对小少爷都没这么哄过,对一个女人,把所有身段都放下了。
郝志伟和两个小兵在一旁也是看懵了,这还是那个南城令人闻风丧胆的薄爷吗?
林默大概是实在太累了,又拗不过薄绯夜,只能老实待在他怀里。
见女人沉默垂下脸,他又像撸猫似的抚了抚她的发,让她的脑袋枕在自己胸膛上。
前一秒,男人那双漆黑如墨的眸子里还是温润得如细无声的春雨,下一秒,他抬额扫向那两个粗暴对待过林默的警察,眸中就卷起一股毁天灭地的狂暴气息。
“郝局长,你两个手下刑讯逼供,应当如何?”
郝志伟规规矩矩地答话,“他们暴力取证,应给与行政处分,甚至追究其刑事责任。”
两个小兵听了惶恐不安,这不就是扒了他们身上这套警服,还要把他们送进大牢么?
“薄爷,我们冤啊,我们什么都没做啊?”
“矢口抵赖,罪加一等!”薄绯夜的眸色愈发锐利,视线扫向左哲,“左哲,该喂鱼了。

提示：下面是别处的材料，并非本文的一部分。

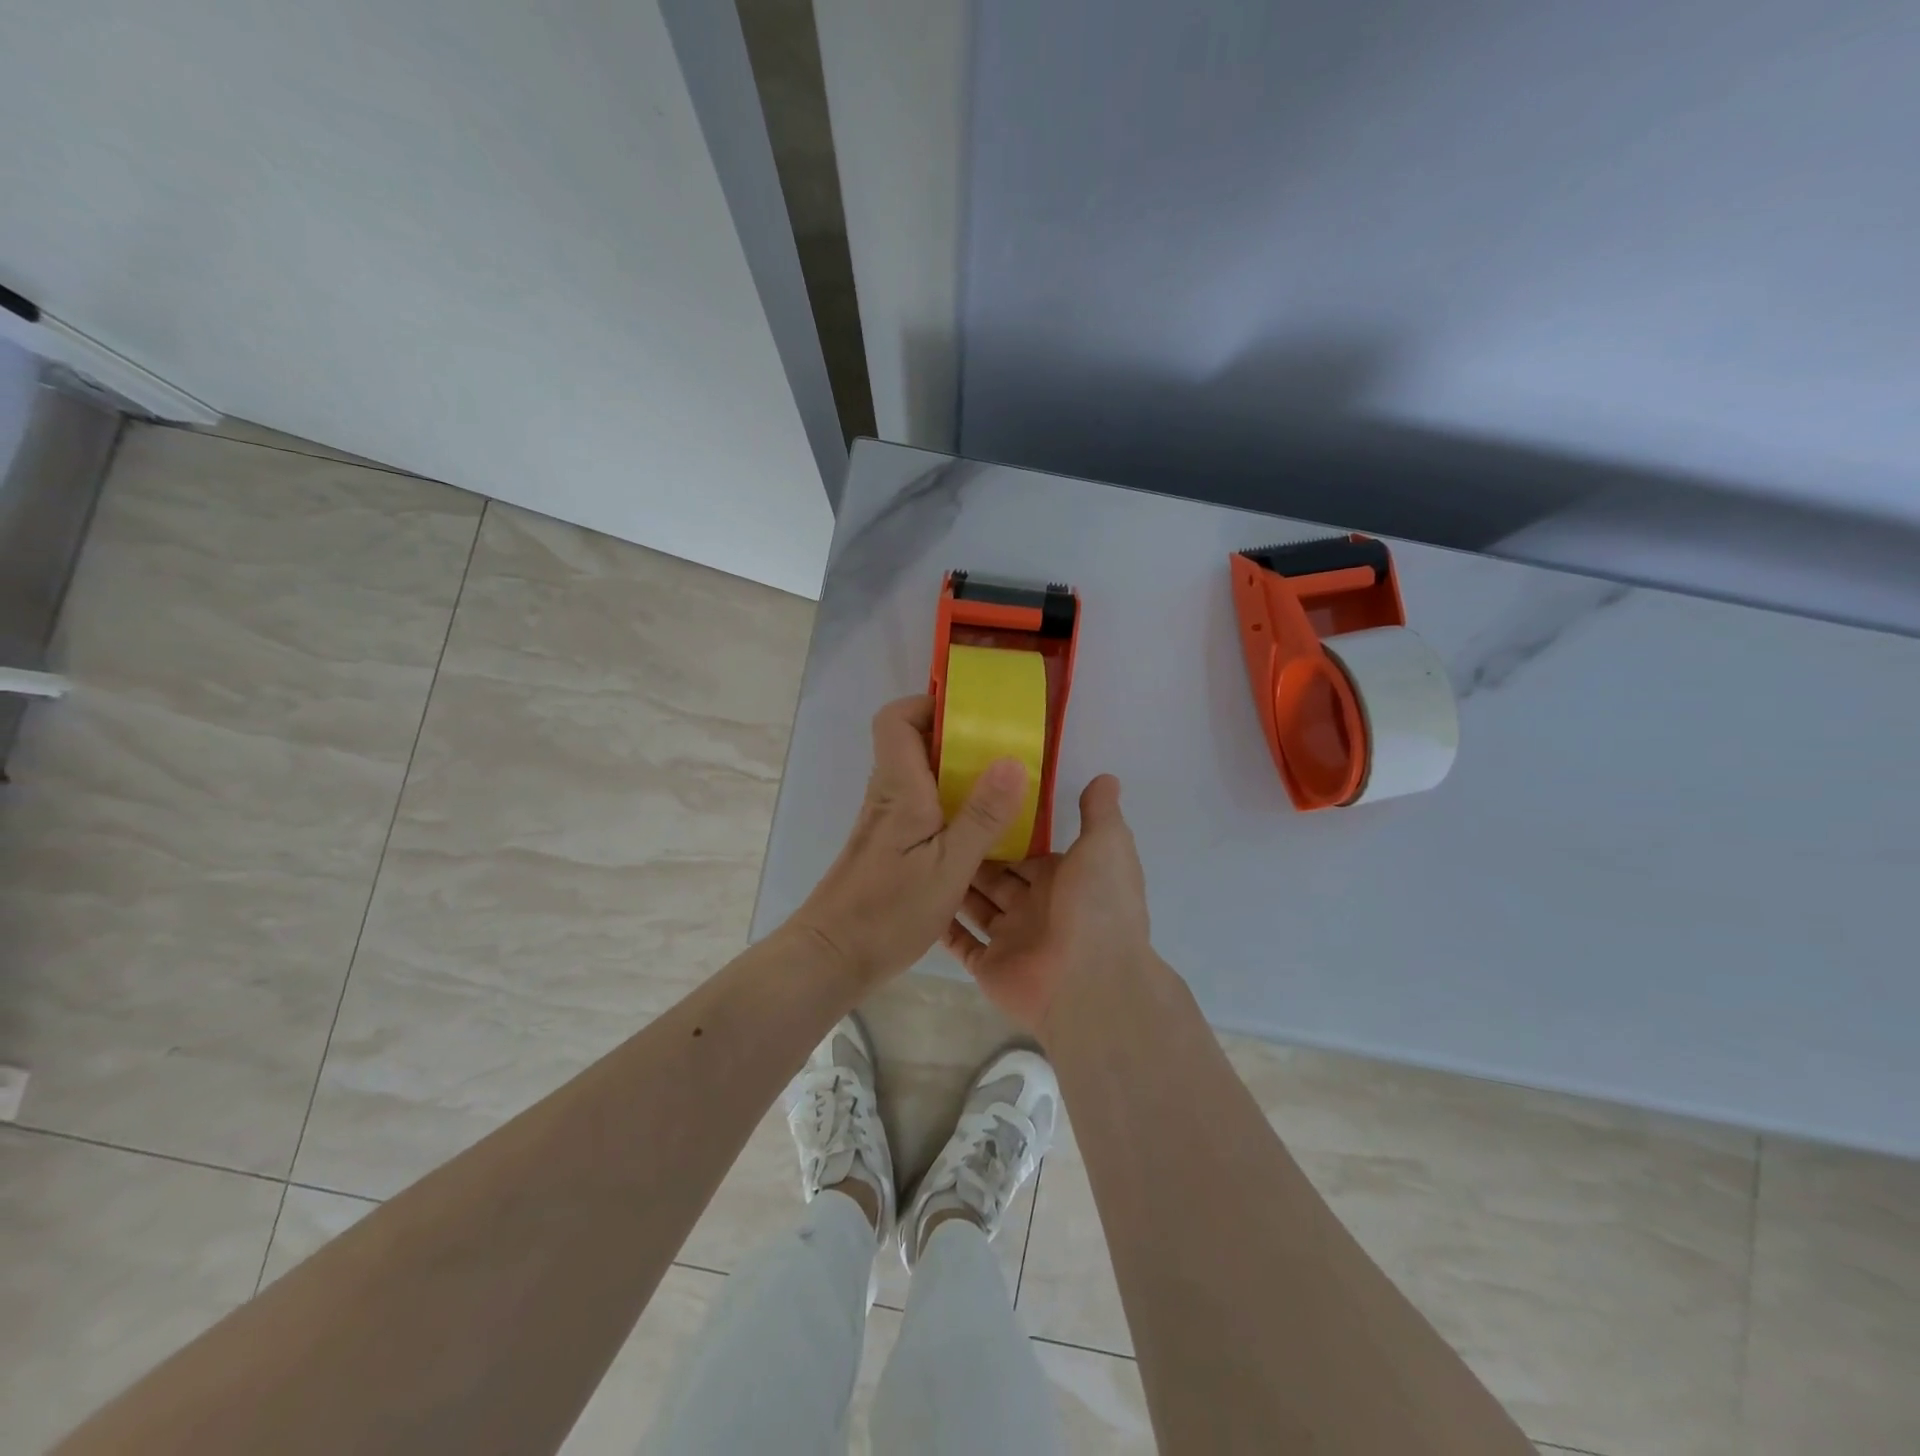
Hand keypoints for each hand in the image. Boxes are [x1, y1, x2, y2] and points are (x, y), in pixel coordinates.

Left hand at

”
那两个小兵吓得差点栽倒,其中一个手里那本厚厚的书掉落下来,砸在了他的脚上!
“是,薄爷。”
左哲留下善后,而薄绯夜则带着林默离开。
早晨,天晴了,清新的空气中混着雨后的泥土味,太阳从东方冉冉升起,这时的阳光并不刺眼,温暖了整个大地。
林默也被照得多了一丝暖意,上了薄绯夜的车。
“直接送我回去,我住在紫金苑一号别墅。”
林默说着,手自然而然地伸进口袋里掏针灸包,可口袋里空空如也,她脑袋烧得浑浑噩噩的,忘了她进去的时候,口袋里所有的东西都被没收了。
算了,就算不能用针灸把体内寒气逼出,只要休息一会儿,回去再泡个热水澡,她身上所有不适的症状都会消除。

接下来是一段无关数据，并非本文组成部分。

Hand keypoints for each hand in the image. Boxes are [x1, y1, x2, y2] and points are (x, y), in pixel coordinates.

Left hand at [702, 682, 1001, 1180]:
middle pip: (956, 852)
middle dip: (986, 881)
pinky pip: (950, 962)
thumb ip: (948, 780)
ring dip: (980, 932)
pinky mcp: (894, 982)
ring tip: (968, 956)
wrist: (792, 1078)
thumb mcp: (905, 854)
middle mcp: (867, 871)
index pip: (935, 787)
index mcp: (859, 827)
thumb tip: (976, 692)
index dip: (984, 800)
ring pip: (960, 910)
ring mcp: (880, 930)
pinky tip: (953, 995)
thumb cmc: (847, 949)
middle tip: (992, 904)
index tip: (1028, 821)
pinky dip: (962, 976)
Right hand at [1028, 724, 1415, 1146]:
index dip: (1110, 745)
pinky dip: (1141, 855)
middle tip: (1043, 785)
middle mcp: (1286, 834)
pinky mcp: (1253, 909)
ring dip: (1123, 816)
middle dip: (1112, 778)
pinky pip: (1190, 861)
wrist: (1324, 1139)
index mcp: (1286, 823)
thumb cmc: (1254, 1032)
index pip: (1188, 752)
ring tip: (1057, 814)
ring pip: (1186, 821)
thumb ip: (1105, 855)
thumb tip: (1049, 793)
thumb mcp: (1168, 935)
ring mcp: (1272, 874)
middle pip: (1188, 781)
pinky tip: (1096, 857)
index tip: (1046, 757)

她闭上眼睛,一整夜没合过眼的她,现在疲惫至极,眼皮一阖上,很快就进入深度睡眠状态。
薄绯夜的车是改造过的,后排可容纳他的轮椅,还有一个位置,此刻林默与他并排坐在他身侧,她是真的累了,睡得很沉,眉心却是微微蹙着,嘴里发出呢喃声。
薄绯夜凑近,才听到她在颤颤地说,“冷……冷……”
他刚才进审讯室的时候,就发现了那间屋子里的空调打得很低,明显就是那两个警察暴力取证的手段。
一想到林默昨晚受的苦,他握在扶手上的手不由蜷紧。
“把空调打高!”
薄绯夜冷声吩咐,伸手把盖在她身上的西服掖好。
车内的温度上升,林默是觉得舒服一些了,可还是觉得不够暖和,小嘴仍嘟囔着,“冷……我好冷……”
薄绯夜没办法,只好把她再度抱进了怀里。
她做了一个冗长的梦,梦到自己被困在了冰天雪地里,她躲进了一个山洞,还找到了一些树枝生了个火堆。

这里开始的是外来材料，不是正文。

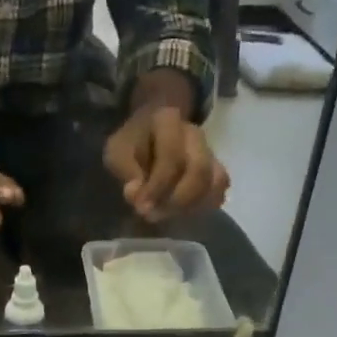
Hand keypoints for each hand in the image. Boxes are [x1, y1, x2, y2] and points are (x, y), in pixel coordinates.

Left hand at [104, 105, 229, 221]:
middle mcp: (194, 134)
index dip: (157, 187)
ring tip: (168, 215)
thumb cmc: (131, 143)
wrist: (147, 133)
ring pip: (216, 181)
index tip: (142, 208)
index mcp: (168, 121)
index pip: (172, 157)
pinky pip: (219, 190)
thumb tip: (138, 194)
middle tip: (155, 215)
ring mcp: (209, 151)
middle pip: (199, 171)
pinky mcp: (215, 169)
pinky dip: (204, 206)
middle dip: (177, 200)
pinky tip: (182, 213)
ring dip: (192, 206)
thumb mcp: (117, 152)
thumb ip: (126, 171)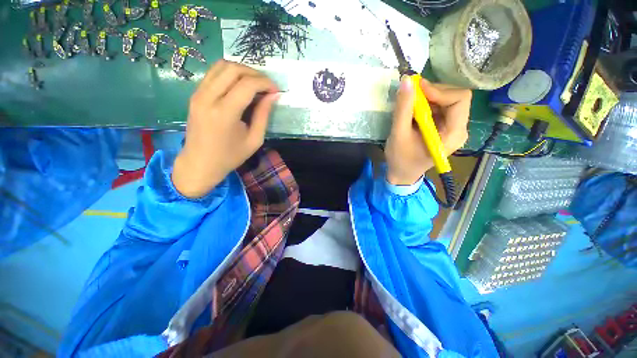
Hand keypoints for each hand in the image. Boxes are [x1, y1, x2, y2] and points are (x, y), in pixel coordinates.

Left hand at [172, 60, 279, 197]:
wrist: (200, 163)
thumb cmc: (230, 156)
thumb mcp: (254, 140)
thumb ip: (263, 115)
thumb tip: (273, 96)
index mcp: (225, 113)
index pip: (247, 84)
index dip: (265, 83)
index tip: (276, 90)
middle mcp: (208, 98)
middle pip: (233, 69)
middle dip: (254, 73)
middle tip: (266, 86)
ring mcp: (198, 94)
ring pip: (221, 66)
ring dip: (242, 70)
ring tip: (255, 84)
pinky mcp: (195, 94)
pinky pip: (213, 74)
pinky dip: (230, 74)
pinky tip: (240, 86)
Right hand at [385, 76, 471, 185]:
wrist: (402, 173)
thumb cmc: (400, 159)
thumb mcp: (399, 134)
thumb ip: (403, 108)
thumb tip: (407, 80)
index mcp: (453, 134)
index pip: (460, 99)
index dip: (439, 90)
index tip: (417, 89)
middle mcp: (459, 129)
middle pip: (455, 97)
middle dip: (432, 93)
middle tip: (411, 95)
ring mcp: (452, 128)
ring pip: (447, 100)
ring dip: (428, 98)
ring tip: (409, 105)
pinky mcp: (444, 128)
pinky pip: (440, 108)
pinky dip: (426, 105)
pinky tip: (413, 112)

这个火堆真的很暖和,热力源源不断的,让她不由自主地靠近。
当女人的小手,从衬衫纽扣的缝隙中,钻入他胸膛的时候,薄绯夜的眸光攸然一深。
她这手相当的不老实,钻进他的衬衫后,不断地游移,摸索……
他的神经一下子绷紧,侧过脸时,凝住林默那张烧成绯色的小脸,还有那两片干涩的唇,喉结一滚,嗓音沙哑的厉害。
“女人,你这是在玩火,知道么?”
话音刚落,男人就压了下去,她的唇很干,却很软,让他想要无休止地索取。
忽然,他的腋下传来疼痛,他低嘶一声,松开了她的唇。
原来是这女人不安分的手探进了他的腋下,用力地揪住了他的腋毛,像是在把玩。
该死!
即便是睡着了还是一只野性难驯的小野猫!
林默不知道睡了多久,当她醒来的时候,让发现自己又靠在薄绯夜的怀里。
她蹙了蹙眉心,“薄绯夜,你又趁人之危?”
“是你喊着冷,爬到了我身上。不信,你看看你的手在干什么?”
手?
林默下意识地动了下手指,发现右手那里是毛茸茸的触感,低头一看,发现自己的手竟然钻进了薄绯夜的衣服里,还在他的胳肢窝里横行霸道。
难道真的是她发烧时,迷迷糊糊爬到了他的身上吗?
前面的司机也用实诚的语气道:“是我们薄爷看你可怜,才没把林小姐你推开。”
连司机都这么说,看来真是她主动的。
自知有些理亏,她没吭声,只是快速地把手缩回来,往自己裤子上蹭了几下。
薄绯夜捕捉到她的小动作,不禁眉目敛了敛。
他没嫌弃脏兮兮的她,她居然嫌弃起他来了?
“下去!”
他声色极其冷淡。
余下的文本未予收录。